In your capacity as the livewire behind the tournament. you have seen golfers of different generations. Can you share something about the experience?

They were all great characters but at the end of the day, they were great players. Now we have somebody like Rory McIlroy, who has worked very hard to be where he is today. He played in the Walker Cup and not too many people know that he played here as an amateur for three years.

This is a message that should go to our players from the region, who should strive harder to reach their goals.

Tiger Woods' presence had always given the tournament a big boost. Do you feel hurt at his absence?

Yes, Woods is a very good ambassador of the game for he brings in the crowd. However, he has his own schedule and but we knew about it a long time back.Our tournament, however, has it's own history and people will always come back here. Finally, Woods going to Abu Dhabi only increases the profile of the sport in the region as he has now participated both in Dubai and Abu Dhabi.

Your new obsession now seems to be the MENA Tour?

Yes, after all the hard work that has been put behind it, I am hopeful it will not be long before we now produce somebody from the region.

The idea behind introducing the Tour is to have our kids rub shoulders with players all over the world. You see, golf may be an individual sport, but you are interacting with other players all the time. The knowledge of other cultures, lifestyle and sensitivities is also part of a golfer's growth.

How far do you think we have come in the pursuit of the champion Arab golfer?

People are now at least familiar with the names of Amad Al Mosharrekh or Ahmad Mirjan of Morocco, who is playing here. There are some good golfers in Morocco, but Mirjan is special.

We also have a promising youngster in Hassan Al Mosharrekh, Ahmad's younger brother. He stood up to the test when we made him take part in the Celebrity Challenge.

We gave Ahmad a chance in Abu Dhabi and now here, taking care to pair them with relatively newcomers and not the big names. It's up to them to grab the opportunity.

As I keep reiterating, the youngsters taking to golf in this region still try to model themselves after a Woods or a Lee Westwood. This really has to change but for that to happen, the Arabian Gulf needs to have a hero for the rest to follow them.

Are you happy with Ahmad's growth as a player?

We must provide him (Ahmad) with the right base. In my opinion, he should be out of here, spend at least two to three months in England and play with the top amateurs there.

Coming back to the Dubai Desert classic, where do you see the tournament going from here?

The current agreement with the European Tour runs till 2014 but as far as we are concerned, the signatures are not that important. It will remain very much a Dubai tournament and acts very much as a vision delivered for His Highness Shaikh Mohammad Bin Rashid Al Maktoum, Vice-President, Prime Minister of the UAE and Ruler of Dubai.

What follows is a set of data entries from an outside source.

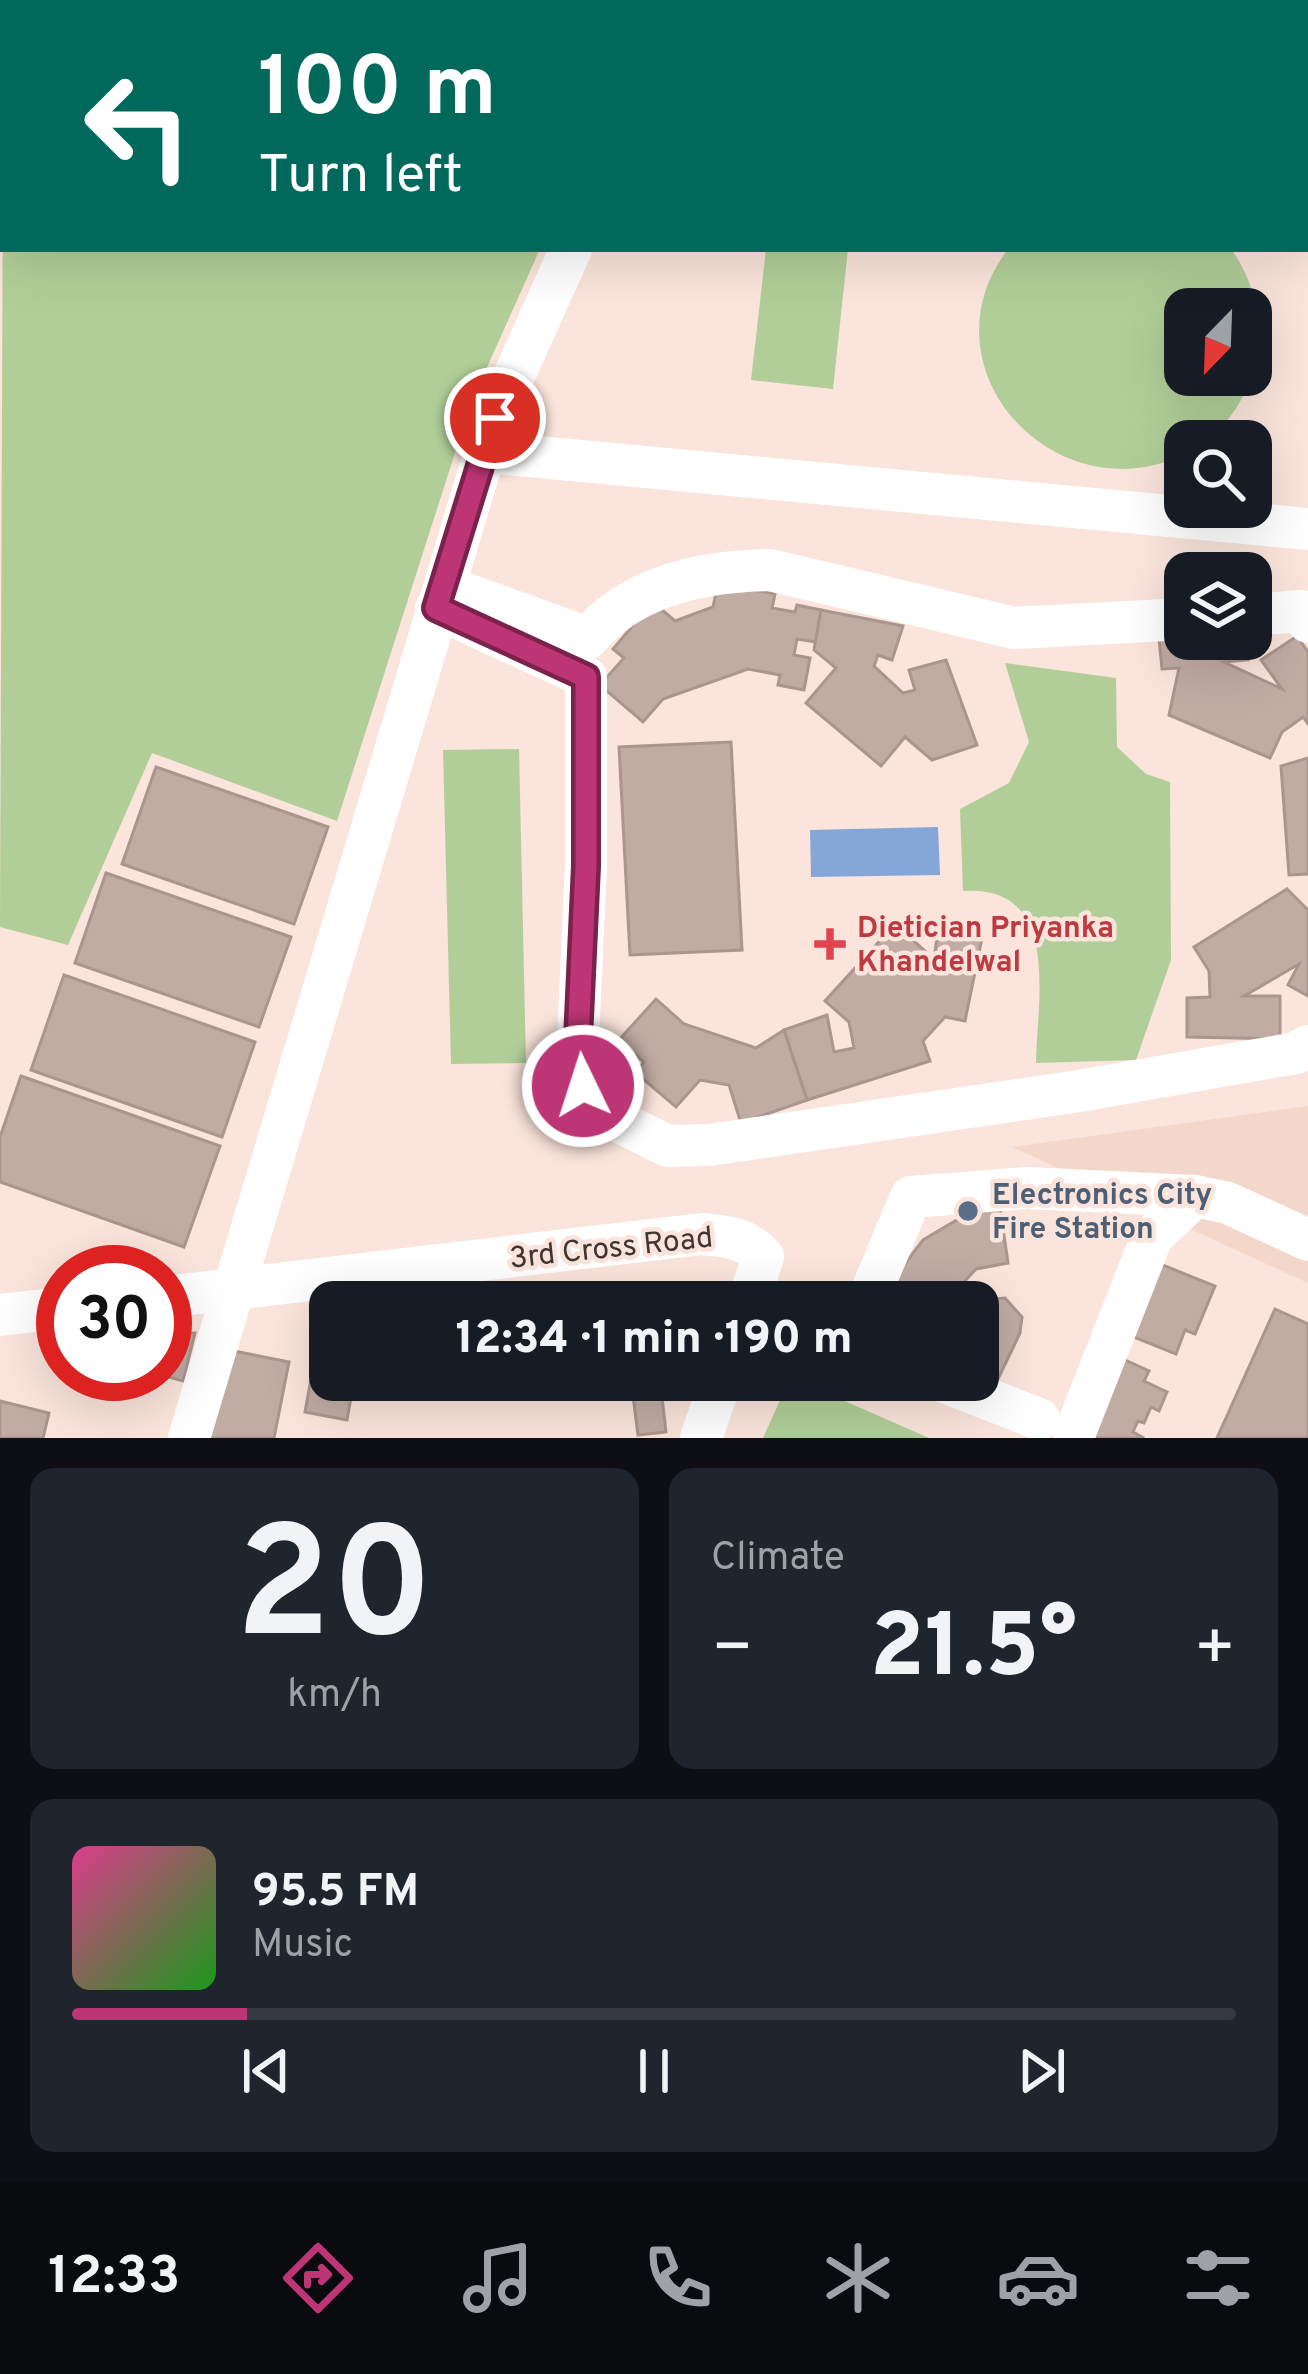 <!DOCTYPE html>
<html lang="en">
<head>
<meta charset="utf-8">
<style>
	:root { --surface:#171b24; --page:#20242c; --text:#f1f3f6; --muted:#9ea1a6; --line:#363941; --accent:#bd3575 }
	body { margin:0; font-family:Overpass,sans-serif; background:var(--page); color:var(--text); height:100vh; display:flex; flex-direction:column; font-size:45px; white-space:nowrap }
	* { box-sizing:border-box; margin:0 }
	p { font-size:39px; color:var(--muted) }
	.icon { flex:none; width:66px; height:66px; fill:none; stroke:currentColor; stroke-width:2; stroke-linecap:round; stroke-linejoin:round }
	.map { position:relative; height:1438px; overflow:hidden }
	.sheet { display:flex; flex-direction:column; gap:30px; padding:30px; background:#0d0f14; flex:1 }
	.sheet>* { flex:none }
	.top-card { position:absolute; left:0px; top:0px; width:1308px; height:252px; box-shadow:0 12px 48px #0002; background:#00695c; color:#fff; overflow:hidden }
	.needle { width:78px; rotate:203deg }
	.controls { position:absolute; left:1164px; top:288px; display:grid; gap:24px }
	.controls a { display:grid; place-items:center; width:108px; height:108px; border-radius:24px; background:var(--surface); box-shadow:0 12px 48px #0002; font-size:60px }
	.speed { position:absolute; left:36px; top:1245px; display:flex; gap:24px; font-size:60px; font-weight:700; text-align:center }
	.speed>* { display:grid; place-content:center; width:156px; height:156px; border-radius:50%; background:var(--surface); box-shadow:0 12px 48px #0002; line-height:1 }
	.speed .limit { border:18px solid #d22; background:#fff; color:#111 }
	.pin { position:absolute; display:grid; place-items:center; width:102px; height:102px; color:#fff; margin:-51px; border:6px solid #fff; border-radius:50%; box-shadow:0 3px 12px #0007 }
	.me { position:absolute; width:132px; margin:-66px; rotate:356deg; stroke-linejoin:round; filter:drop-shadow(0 0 9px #0008) }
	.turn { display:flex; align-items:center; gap:42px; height:252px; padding:0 60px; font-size:54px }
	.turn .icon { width:156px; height:156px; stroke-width:2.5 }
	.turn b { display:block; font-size:84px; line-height:102px }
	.big { font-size:90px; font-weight:800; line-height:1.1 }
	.sheet .card { flex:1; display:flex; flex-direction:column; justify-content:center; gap:18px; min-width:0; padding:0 42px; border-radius:24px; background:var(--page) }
	.sheet .dial { align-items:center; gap:0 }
	.dial b { font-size:156px; line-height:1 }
	.song { display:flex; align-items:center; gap:36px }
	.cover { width:144px; height:144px; border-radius:18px; background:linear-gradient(135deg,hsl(330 70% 55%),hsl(120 70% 35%)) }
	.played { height:12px; border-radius:6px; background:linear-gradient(90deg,var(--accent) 15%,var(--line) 15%) }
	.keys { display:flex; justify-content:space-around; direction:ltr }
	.heat { display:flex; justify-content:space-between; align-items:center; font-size:66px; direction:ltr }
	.sheet .tiles { flex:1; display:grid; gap:30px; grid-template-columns:1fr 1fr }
	.card:last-child { grid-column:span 2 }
	.trip { position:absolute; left:309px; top:1281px; width:690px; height:120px; border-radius:24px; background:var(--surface); box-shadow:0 12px 48px #0002; font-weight:800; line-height:120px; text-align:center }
	.tab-bar { display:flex; height:192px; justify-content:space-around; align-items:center; background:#090b0e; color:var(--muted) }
	.tab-bar .icon { width:84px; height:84px }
	.tab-bar .active { color:var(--accent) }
	.tab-bar b { font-size:54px; color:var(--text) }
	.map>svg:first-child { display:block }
	.built { fill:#f4d7cb }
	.green { fill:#b1ce98; fill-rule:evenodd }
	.water { fill:#84a7d8 }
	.building { fill:#c1aca4; stroke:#aa968e; stroke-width:3 }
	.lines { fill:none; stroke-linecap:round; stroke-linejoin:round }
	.minor { stroke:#fff; stroke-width:42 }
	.route-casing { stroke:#7b224c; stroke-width:30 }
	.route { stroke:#bd3575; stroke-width:21 }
	.health-dot { fill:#e0444e; stroke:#fae4db; stroke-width:4.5 }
	.service-dot { fill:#5c6f8a; stroke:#fae4db; stroke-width:4.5 }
	.labels { text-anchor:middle; stroke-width:9; stroke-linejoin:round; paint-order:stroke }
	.health-label { font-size:30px; font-weight:bold; fill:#be3a42; stroke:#fae4db; text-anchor:start }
	.service-label { font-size:30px; font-weight:bold; fill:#4e5e75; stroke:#fae4db; text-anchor:start }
	.street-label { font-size:30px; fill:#3f3633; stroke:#fae4db }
</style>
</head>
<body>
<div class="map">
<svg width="1308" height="1438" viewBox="0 0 1308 1438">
	<rect width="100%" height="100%" fill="#fae4db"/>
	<polygon class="built" points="1308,1106 1308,1283 1012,1147"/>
	<g class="green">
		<polygon points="101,0 653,0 99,3"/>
		<polygon points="3,148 3,249 540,249 471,403 337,821 152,753 68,945 0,927"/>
		<polygon points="766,249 848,249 833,389 751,380"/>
		<path d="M1008,249h223c44,60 34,146 -25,192h-21v13c-130,63 -267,-87 -177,-205zM1185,309h66v66h-66z"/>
		<path d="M1005,663l111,15 1,69 29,27 24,8 1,178 -35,100 -100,3c1,-64 26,-179 -73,-172l-3,-82 49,-26 20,-41z"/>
		<polygon points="519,749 526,1063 451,1064 443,750"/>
		<polygon points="789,1380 797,1380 929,1438 763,1438"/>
	</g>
	<polygon class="water" points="938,827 940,875 811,877 810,830"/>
	<g class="building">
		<polygon points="718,583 775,594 772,608 795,612 797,605 821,610 816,642 797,639 794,655 810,658 804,690 778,685 780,675 748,669 663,699 643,722 600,685 624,658 613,649 653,602 675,621 713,607"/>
		<polygon points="821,610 903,626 892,660 878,655 874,666 903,693 915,690 909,670 946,660 977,745 932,760 905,737 881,766 806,703 836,668 814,650"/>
		<polygon points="1158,629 1185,639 1246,639 1248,660 1224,662 1282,689 1261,660 1297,636 1308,652 1308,724 1303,717 1282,732 1270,758 1169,715 1179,668 1162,669"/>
		<polygon points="731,742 742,950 630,955 619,747"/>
		<polygon points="1308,758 1308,874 1289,875 1281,766"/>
		<polygon points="156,767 328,827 294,924 122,864"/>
		<polygon points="106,873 291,937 259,1027 75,963"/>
		<polygon points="1287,889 1308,910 1308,996 1288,985 1299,964 1244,996 1280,996 1280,1039 1187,1037 1187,998 1210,997 1209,971 1194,947"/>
		<polygon points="895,924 934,959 938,930 982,938 965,1021 945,1017 923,1041 930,1061 807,1100 784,1030 827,1015 834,1052 854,1048 849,1022 825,1001"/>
		<polygon points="64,975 255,1042 222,1137 31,1070"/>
		<polygon points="656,999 684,1024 756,1048 784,1030 807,1100 741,1123 729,1085 700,1080 676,1107 635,1072 644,1062 619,1040"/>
		<polygon points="21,1076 220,1146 184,1247 0,1182 0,1137"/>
		<polygon points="1000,1207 1008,1263 976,1269 965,1281 980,1300 1005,1298 1022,1317 1020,1333 996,1383 978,1375 978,1302 889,1302 904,1265 923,1240 967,1214"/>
		<polygon points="1155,1262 1215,1286 1195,1334 1185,1330 1176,1354 1126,1334"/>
		<polygon points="1275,1309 1308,1324 1308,1438 1217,1438"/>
		<polygon points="195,1333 183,1381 158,1374 165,1374 165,1334"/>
		<polygon points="318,1340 330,1343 330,1380 354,1380 347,1420 305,1412"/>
		<polygon points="219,1348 289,1362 274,1438 202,1438"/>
		<polygon points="1123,1359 1149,1371 1144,1381 1167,1392 1159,1411 1151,1407 1144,1423 1138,1421 1133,1432 1144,1438 1087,1438"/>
		<polygon points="631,1380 660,1380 666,1432 638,1435"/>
		<polygon points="0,1401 49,1413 43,1438 0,1438"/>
	</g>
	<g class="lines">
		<g class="minor">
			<polyline points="954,0 957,3"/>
			<polyline points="681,3 683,0"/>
			<polyline points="0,8 3,3"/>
			<polyline points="1305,61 1308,62"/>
			<polyline points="1305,151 1308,151"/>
			<polyline points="485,452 1308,529"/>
			<path d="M461,592l127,46c44,-53 116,-67 182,-68l244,58 171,-9"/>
			<polyline points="436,608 586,677 586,866 578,1039 583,1086 617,1121 668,1146 709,1145 1073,1092 1296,1053 1308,1046"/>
			<polyline points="1251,615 1301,611 1308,622"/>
			<path d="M165,1297l537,-63c24,2 45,4 61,23l-15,45"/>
			<polyline points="867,1302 911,1197 1026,1188 1195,1196"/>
			<polyline points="0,1315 63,1308"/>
			<polyline points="939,1380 1039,1419"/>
			<polyline points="1074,1435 1152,1237 1195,1196 1228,1203 1308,1240"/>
			<polyline points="189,1438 495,418 571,249"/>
			<polyline points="701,1438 721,1380"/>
		</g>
	</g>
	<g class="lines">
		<g class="route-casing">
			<polyline id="route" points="495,418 436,608 586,677 586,866 578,1039 583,1086"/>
		</g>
		<use href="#route" class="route"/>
	</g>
	<path class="health-dot" d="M824 926h12v12h12v12h-12v12h-12v-12h-12v-12h12z"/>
	<circle class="service-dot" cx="968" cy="1211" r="12"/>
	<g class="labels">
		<g class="health-label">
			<text x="857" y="937">Dietician Priyanka<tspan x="857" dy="34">Khandelwal</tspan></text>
		</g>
		<g class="service-label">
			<text x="992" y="1204">Electronics City<tspan x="992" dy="34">Fire Station</tspan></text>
		</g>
		<g class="street-label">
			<text transform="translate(611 1247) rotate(-6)" y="10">3rd Cross Road</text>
		</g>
	</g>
</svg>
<div class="controls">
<a><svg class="needle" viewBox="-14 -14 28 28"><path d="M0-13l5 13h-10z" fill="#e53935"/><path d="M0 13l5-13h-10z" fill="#9ea1a6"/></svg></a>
<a><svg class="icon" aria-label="search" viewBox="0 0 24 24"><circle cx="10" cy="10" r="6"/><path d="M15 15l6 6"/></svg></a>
<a><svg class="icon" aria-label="layers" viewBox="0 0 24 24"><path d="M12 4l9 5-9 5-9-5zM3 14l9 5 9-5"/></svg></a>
</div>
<div class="speed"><div class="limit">30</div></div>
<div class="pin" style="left:495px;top:418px;background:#d93025"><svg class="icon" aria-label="arrive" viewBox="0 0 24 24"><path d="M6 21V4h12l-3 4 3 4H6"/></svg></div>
<svg class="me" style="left:583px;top:1086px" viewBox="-20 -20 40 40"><circle r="17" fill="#bd3575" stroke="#fff" stroke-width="3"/><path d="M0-11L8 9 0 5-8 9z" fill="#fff"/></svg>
<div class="trip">12:34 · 1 min · 190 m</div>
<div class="top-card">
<div class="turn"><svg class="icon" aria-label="left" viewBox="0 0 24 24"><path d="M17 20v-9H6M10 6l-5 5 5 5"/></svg><div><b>100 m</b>Turn left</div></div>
</div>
</div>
<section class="sheet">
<div class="tiles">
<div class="card dial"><b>20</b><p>km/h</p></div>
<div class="card"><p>Climate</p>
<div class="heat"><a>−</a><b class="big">21.5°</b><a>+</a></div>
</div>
<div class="card">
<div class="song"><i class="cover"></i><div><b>95.5 FM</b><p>Music</p></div></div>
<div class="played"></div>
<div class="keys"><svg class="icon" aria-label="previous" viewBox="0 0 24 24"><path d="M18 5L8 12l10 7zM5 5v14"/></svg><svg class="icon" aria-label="pause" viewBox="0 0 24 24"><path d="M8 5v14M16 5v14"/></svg><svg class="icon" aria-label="next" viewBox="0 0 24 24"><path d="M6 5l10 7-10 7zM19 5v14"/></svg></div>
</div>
</div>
</section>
<nav class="tab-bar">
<b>12:33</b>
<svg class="icon active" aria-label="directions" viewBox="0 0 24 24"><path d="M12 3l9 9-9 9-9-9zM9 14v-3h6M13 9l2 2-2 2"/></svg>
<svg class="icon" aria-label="music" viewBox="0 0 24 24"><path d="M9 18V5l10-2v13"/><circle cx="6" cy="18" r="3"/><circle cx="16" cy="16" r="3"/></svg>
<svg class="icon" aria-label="phone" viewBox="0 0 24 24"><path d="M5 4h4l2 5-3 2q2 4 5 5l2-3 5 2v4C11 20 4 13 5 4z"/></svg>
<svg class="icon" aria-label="climate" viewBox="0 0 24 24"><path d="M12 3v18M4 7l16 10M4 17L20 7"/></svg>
<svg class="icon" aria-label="car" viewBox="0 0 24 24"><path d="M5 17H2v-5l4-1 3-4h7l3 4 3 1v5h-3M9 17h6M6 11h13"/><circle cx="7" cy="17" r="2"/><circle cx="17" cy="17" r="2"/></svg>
<svg class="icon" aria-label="filters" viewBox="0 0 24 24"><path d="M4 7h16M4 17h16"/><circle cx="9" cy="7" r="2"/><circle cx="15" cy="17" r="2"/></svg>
</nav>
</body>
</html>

As far as golf is concerned, the competition will retain its character but you cannot really have much add-ons with it. Our responsibility, of course, lies in getting enough people in for our sponsors, see that their message is carried through television, and provide them the environment and facilities where they can entertain their customers, guests and the like.

To that end, I think we have got one of the best facilities in the world!